It is also this differentiation that makes search engine optimization possible. Being in control of "on page" factors—those that frame a page's content using metadata, heading specifications, friendly links, etc.—enables you to compete in the marketplace of authority.

How to Do Your Own "On Page" Optimization

Assuming you use a content management system that enables you to control the on-page factors I mentioned above, optimizing your content for search engines is actually a fairly easy process. The difficulty isn't in the implementation so much as it is in choices you make. This should become more clear as I review the various items you'll need to consider as you optimize your web pages.

Title Tag
The title tag, which appears at the top of your browser, is different from the title a page might display at the beginning of its content. For instance, this page's title (also it's H1, but more on that later) is "Understanding Search Engines and Optimizing Content for Them," which you can read right above the first paragraph. But the title tag for this page is slightly different; right now, it's, "How Search Engine Optimization Works." Because the title tag is one of the primary pieces of information that Google analyzes when indexing web pages, it's important that it be an accurate description of what the page's content is actually about while also corresponding to phrases that searchers are likely to use—something our founder Eric Holter goes into much more detail about in a video on how to do SEO that is well worth your time.

With that in mind, look back at the differences between the page title and the title tag for this page. The page title is longer than I'd want the title tag to be (though not too long—anything under 70 characters will be technically suitable for Google), but it also works more from an editorial perspective than from what people are likely to use as a search query for information on SEO. Search queries don't need to be grammatically correct sentences; they can be one word or several that in combination identify the idea you're looking for. I think that's pretty intuitive when it comes to searching, but anticipating the search queries that people might use to find content like yours isn't so easy. You can use Google Trends to evaluate search terms you're thinking of using in your title tags, but it's also probably going to take some trial and error.
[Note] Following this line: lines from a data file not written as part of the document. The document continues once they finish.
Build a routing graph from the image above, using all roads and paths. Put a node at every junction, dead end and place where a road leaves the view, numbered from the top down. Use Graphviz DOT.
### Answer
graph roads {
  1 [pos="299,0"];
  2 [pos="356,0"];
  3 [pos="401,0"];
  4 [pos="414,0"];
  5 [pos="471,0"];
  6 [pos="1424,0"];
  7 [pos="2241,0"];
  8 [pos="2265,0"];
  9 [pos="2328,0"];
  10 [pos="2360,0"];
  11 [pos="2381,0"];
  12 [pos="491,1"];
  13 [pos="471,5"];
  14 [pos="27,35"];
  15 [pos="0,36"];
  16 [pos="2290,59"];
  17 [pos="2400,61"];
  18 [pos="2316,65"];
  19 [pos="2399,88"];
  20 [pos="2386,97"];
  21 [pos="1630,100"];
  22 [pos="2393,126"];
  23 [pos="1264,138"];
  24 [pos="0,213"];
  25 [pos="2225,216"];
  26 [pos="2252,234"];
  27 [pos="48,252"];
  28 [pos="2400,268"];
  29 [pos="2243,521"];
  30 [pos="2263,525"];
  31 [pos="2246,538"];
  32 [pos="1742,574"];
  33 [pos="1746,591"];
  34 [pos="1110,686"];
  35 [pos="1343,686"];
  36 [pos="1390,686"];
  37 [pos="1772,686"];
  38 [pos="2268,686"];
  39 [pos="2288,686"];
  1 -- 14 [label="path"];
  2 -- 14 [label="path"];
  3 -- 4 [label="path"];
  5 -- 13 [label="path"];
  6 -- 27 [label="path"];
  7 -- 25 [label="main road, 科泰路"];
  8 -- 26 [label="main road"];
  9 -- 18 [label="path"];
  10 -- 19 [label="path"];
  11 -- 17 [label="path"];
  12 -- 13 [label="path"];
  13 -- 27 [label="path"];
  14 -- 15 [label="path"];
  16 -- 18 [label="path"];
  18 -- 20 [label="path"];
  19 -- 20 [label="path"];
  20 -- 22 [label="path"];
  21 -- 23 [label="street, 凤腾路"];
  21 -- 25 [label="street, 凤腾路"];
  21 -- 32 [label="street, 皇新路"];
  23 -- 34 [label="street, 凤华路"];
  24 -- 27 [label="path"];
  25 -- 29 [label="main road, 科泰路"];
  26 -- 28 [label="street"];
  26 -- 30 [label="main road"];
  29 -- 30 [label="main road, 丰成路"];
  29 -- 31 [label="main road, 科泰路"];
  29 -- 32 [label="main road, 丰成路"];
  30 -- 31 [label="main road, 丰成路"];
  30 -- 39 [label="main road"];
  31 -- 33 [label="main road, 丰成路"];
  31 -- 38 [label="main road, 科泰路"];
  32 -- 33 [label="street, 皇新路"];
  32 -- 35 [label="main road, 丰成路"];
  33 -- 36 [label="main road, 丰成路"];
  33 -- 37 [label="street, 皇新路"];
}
That's why I was careful to note above what this page's title tag is right now. I might very well decide to tweak it after I have some data to show how well it's performing.

Meta Description
Unlike the meta title, a page's meta description is not visible to users, that is, unless Google displays it in its search results. Let me explain: The meta description is another way to identify the subject of a page's content. However, the content of the meta description will be indexed and used to populate the text of the snippet displayed when that page appears in a list of search results if it is the most relevant match for the query used. If the description is duplicate content, empty, or otherwise deemed irrelevant, Google will extract content from the page itself to populate the search result snippet. But remember, Google controls whether the description appears. If it doesn't appear, there may be nothing you can do—that makes sense for your page's content, anyway—to change that.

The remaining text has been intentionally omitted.